Andrew Stubbs:
You still seem to have the unrelated preload bits in this patch, but other than that, this looks fine.
Now committed with that one removed: r16-1661-g750bc2899844d6

In principle, we could use %Gn everywhere and use the address space from the MEM to determine which cache to use, but that's probably overkill until we need it.

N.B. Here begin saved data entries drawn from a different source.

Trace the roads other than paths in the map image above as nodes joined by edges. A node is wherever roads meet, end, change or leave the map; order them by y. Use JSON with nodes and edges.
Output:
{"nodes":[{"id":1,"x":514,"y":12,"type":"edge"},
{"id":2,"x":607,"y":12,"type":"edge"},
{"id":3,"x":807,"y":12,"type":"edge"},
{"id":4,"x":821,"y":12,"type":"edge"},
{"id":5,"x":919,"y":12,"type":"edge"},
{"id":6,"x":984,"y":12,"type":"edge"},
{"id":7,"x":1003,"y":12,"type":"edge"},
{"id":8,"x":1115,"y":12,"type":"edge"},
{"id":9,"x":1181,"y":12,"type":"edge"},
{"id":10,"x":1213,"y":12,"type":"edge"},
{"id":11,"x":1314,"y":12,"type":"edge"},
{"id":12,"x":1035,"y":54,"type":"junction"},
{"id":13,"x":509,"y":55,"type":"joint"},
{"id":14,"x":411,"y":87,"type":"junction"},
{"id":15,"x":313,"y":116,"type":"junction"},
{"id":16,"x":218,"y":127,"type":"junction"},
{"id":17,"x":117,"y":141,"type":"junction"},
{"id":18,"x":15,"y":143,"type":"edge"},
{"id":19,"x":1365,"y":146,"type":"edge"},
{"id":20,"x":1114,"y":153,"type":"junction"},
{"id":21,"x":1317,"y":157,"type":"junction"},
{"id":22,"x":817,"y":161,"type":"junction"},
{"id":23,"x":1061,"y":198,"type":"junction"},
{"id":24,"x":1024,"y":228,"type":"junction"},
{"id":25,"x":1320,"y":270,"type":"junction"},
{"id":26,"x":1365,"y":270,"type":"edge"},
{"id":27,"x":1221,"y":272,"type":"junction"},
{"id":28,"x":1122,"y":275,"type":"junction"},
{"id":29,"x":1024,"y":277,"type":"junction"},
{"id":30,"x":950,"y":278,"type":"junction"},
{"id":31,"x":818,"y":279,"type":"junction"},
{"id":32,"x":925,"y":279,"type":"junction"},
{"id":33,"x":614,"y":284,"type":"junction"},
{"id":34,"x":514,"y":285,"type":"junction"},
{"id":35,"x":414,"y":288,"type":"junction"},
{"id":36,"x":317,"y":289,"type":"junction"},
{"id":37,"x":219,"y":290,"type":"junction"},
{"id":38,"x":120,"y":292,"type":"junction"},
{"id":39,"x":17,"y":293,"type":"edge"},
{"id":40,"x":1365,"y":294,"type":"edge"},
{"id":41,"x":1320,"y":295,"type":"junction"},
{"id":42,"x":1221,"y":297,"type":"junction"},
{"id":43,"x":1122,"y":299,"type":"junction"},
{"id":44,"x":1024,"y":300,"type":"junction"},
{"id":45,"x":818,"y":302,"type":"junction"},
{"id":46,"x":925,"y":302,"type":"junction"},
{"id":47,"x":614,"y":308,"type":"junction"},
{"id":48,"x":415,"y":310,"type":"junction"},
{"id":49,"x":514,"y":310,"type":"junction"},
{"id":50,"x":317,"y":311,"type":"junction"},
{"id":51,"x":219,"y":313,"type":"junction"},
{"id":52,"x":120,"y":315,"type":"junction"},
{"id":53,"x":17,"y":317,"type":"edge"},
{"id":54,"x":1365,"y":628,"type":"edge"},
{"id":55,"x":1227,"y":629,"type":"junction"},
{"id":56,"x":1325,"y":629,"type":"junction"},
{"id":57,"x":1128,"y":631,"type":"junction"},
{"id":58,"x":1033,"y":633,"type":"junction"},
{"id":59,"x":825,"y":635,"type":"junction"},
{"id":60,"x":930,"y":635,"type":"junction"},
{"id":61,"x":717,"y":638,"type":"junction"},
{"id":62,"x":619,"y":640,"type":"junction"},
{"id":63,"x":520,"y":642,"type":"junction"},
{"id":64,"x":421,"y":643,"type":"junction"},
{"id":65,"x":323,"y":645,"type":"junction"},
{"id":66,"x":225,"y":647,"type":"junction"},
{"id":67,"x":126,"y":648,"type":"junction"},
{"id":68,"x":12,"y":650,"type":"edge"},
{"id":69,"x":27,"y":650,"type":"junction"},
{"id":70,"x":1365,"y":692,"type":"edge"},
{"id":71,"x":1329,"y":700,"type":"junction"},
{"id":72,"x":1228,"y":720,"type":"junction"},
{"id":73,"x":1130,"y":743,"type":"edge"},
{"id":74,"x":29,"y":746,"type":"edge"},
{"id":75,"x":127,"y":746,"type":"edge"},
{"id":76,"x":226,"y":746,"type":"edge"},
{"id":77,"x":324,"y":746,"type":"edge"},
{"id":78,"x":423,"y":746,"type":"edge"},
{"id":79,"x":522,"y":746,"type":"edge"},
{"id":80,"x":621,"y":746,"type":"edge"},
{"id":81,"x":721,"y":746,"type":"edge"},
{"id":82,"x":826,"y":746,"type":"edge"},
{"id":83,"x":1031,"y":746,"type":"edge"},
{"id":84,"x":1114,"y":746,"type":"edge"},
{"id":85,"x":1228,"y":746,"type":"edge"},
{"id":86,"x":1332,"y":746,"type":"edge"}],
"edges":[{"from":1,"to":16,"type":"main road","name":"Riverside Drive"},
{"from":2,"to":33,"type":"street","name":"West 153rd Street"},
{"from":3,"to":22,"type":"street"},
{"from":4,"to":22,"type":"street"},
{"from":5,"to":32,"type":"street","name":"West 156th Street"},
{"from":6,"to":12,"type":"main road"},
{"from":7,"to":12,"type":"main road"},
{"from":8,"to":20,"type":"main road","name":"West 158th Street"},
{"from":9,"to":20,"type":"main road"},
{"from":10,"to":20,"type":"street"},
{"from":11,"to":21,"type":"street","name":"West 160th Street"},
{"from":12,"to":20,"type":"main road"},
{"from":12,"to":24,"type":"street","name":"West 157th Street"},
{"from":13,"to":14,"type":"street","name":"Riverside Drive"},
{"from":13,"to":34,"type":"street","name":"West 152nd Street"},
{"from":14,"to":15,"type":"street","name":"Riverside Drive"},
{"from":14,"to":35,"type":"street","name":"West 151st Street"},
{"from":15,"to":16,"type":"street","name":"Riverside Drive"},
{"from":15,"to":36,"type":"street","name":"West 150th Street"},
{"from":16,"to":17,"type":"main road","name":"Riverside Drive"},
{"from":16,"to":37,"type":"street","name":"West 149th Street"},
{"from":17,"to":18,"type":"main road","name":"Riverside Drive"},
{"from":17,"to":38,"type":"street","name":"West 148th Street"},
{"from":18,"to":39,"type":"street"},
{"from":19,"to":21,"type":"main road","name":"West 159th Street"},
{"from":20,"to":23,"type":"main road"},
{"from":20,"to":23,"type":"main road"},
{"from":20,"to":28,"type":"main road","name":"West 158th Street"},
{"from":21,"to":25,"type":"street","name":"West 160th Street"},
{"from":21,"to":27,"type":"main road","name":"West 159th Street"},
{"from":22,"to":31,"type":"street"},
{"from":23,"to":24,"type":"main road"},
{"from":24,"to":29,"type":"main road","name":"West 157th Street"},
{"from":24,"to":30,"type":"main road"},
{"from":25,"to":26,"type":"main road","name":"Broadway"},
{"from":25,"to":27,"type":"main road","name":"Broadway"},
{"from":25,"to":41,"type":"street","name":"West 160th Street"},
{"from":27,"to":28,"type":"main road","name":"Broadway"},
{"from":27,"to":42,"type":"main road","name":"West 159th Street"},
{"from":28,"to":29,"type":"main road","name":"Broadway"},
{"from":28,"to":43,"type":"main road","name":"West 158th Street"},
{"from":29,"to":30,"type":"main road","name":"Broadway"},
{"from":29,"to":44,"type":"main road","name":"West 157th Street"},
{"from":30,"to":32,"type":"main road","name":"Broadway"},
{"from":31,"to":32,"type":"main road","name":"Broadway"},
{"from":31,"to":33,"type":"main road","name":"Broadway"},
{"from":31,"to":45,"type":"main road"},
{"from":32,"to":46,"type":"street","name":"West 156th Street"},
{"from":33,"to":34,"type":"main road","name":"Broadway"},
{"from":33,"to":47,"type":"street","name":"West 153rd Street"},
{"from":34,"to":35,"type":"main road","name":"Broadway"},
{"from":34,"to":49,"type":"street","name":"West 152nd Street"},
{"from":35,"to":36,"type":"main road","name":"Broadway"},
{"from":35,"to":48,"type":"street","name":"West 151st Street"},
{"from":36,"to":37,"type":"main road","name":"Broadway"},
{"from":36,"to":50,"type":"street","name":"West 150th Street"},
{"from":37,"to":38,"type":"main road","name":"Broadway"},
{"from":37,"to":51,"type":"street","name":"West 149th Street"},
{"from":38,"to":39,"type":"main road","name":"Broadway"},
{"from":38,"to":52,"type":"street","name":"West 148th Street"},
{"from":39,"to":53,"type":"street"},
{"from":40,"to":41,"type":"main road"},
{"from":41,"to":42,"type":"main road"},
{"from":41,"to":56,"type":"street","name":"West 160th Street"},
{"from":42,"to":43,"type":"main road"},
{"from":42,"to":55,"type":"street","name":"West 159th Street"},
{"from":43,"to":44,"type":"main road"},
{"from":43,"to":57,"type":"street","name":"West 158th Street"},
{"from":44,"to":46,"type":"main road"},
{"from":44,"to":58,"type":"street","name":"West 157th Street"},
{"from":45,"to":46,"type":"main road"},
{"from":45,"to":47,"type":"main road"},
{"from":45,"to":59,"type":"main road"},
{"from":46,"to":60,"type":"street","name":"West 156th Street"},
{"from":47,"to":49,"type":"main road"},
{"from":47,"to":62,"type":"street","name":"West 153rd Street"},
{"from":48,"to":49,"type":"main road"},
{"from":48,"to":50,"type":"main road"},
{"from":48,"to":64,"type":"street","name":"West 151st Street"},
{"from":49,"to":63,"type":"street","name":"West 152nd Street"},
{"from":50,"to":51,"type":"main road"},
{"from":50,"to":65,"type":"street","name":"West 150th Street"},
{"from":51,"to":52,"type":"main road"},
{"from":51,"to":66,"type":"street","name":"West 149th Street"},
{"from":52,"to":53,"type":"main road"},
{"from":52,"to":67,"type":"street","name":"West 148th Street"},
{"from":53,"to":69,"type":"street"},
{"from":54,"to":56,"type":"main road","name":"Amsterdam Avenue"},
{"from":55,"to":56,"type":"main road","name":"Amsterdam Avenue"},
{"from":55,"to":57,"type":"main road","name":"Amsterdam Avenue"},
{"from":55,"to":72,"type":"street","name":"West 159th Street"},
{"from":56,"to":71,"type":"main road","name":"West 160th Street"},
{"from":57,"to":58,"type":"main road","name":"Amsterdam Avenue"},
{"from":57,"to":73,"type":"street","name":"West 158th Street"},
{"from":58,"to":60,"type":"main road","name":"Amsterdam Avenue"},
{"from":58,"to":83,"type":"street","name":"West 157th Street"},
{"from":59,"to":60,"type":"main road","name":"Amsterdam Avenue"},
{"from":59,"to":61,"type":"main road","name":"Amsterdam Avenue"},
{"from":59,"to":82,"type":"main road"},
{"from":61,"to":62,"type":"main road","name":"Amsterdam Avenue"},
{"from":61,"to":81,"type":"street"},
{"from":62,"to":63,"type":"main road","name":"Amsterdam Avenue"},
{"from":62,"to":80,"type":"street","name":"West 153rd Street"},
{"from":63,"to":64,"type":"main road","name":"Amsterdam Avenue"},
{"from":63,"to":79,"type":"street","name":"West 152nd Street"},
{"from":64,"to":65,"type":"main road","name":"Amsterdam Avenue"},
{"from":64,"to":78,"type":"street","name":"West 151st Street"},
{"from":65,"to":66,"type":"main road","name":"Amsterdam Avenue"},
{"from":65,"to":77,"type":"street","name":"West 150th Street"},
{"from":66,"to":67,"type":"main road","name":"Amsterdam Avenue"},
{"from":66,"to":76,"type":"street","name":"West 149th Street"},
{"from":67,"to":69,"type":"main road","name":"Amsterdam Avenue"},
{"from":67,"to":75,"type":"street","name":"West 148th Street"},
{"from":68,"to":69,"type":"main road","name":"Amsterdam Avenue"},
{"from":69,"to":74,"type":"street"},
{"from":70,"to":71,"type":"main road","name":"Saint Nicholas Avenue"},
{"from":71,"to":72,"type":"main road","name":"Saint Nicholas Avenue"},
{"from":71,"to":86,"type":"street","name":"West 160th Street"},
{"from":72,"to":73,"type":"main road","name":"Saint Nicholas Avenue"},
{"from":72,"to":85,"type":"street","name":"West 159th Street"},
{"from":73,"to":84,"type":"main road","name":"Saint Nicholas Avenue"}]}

I think it would good to properly use the right sc0/sc1/nt for memory access, but I concur that's something for a bit later.

Tobias
commit 750bc2899844d662aee93476f2da63fce68535d9
Author: Tobias Burnus <tbur...@baylibre.com>
Date:   Tue Jun 24 23:55:27 2025 +0200

    gcn: Fix glc vs. sc0 handling for scalar memory access
    
    gfx942 still uses glc for scalar access ('s_...') and only uses
    sc0/nt/sc1 for vector access.
    
    gcc/ChangeLog:
    
            * config/gcn/gcn-opts.h (TARGET_GLC_NAME): Fix and extend the
            description in the comment.
            * config/gcn/gcn.cc (print_operand): Extend the comment about
            'G' and 'g'.
            * config/gcn/gcn.md: Use 'glc' instead of %G where appropriate.
---
 gcc/config/gcn/gcn-opts.h |  7 +++++--
 gcc/config/gcn/gcn.cc     |  2 ++
 gcc/config/gcn/gcn.md     | 30 +++++++++++++++---------------
 3 files changed, 22 insertions(+), 17 deletions(-)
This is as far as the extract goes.